— Saved entries —
----------------

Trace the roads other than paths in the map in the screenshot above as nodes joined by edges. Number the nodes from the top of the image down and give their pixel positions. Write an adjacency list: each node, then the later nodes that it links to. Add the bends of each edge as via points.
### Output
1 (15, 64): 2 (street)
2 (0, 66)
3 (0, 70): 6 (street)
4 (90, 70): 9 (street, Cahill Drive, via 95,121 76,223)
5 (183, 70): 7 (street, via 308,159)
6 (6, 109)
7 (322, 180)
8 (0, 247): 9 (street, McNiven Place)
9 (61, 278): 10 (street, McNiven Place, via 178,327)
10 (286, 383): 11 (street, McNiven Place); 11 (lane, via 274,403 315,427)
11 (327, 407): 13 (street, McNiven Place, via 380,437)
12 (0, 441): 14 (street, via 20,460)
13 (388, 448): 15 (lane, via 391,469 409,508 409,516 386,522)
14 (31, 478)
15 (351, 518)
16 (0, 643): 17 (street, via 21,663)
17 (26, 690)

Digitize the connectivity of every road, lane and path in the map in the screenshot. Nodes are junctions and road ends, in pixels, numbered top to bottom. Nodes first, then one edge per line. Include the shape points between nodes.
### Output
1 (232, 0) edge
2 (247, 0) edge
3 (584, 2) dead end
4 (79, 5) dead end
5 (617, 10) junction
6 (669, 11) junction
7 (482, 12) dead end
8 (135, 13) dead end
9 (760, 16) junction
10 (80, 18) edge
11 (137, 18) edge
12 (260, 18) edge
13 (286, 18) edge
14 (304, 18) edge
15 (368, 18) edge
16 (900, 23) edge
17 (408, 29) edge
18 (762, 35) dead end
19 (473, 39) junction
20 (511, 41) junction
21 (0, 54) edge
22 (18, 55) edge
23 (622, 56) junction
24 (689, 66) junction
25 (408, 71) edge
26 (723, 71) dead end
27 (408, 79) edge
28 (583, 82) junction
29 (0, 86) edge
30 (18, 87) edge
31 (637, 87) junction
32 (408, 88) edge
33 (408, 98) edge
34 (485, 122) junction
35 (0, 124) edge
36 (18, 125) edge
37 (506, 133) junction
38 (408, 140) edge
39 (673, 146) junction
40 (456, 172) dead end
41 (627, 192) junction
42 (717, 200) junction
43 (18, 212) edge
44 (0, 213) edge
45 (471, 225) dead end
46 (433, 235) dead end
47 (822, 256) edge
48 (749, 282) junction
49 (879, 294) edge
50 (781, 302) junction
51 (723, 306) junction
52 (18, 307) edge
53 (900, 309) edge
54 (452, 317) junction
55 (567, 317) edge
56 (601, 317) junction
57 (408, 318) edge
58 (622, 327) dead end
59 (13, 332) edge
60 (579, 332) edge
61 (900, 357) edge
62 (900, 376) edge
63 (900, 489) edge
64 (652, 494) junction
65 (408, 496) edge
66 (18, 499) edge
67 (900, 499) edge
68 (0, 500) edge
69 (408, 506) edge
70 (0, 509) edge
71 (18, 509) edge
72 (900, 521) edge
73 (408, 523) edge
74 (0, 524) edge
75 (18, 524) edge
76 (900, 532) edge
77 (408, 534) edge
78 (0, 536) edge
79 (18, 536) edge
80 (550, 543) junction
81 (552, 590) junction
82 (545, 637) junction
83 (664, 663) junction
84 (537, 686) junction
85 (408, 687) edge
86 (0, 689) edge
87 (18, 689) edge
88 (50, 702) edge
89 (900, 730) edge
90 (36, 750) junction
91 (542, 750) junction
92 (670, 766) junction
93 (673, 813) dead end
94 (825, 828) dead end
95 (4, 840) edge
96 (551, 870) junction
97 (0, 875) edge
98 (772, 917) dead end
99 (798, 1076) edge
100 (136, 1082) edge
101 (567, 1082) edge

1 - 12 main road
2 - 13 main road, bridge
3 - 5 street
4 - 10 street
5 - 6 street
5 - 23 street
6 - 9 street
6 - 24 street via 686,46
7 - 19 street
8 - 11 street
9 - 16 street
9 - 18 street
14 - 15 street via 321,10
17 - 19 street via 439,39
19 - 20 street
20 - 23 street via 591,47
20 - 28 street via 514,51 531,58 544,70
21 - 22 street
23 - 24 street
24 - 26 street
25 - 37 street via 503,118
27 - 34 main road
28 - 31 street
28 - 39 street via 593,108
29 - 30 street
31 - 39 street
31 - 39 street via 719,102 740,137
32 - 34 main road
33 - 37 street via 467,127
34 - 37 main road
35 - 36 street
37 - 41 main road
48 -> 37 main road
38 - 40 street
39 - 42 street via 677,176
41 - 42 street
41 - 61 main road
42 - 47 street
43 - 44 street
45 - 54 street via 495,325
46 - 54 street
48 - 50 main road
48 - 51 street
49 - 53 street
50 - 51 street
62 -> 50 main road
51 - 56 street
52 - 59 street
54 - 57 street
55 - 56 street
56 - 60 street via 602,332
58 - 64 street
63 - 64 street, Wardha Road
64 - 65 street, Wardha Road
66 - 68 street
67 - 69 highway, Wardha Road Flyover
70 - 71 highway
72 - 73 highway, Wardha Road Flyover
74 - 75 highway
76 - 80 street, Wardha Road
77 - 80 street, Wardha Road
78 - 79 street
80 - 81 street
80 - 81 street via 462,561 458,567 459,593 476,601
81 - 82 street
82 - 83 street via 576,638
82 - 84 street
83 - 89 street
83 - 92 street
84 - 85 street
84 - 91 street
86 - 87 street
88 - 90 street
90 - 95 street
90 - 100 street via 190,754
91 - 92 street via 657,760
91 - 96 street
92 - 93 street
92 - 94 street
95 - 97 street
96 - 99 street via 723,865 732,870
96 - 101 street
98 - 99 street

----------------

— Exercise instructions —
Exactly as they stand, please print the lines from the first line of the records above down to the line that includes "Digitize the connectivity", both of those included and no others.

— Answer for this exercise —
Trace the roads other than paths in the map in the screenshot above as nodes joined by edges. Number the nodes from the top of the image down and give their pixel positions. Write an adjacency list: each node, then the later nodes that it links to. Add the bends of each edge as via points.
### Output
1 (15, 64): 2 (street)
2 (0, 66)
3 (0, 70): 6 (street)
4 (90, 70): 9 (street, Cahill Drive, via 95,121 76,223)
5 (183, 70): 7 (street, via 308,159)
6 (6, 109)
7 (322, 180)
8 (0, 247): 9 (street, McNiven Place)
9 (61, 278): 10 (street, McNiven Place, via 178,327)
10 (286, 383): 11 (street, McNiven Place); 11 (lane, via 274,403 315,427)
11 (327, 407): 13 (street, McNiven Place, via 380,437)
12 (0, 441): 14 (street, via 20,460)
13 (388, 448): 15 (lane, via 391,469 409,508 409,516 386,522)
14 (31, 478)
15 (351, 518)
16 (0, 643): 17 (street, via 21,663)
17 (26, 690)

Digitize the connectivity of every road, lane and path in the map in the screenshot. Nodes are junctions and road ends, in pixels, numbered top to bottom. Nodes first, then one edge per line. Include the shape points between nodes.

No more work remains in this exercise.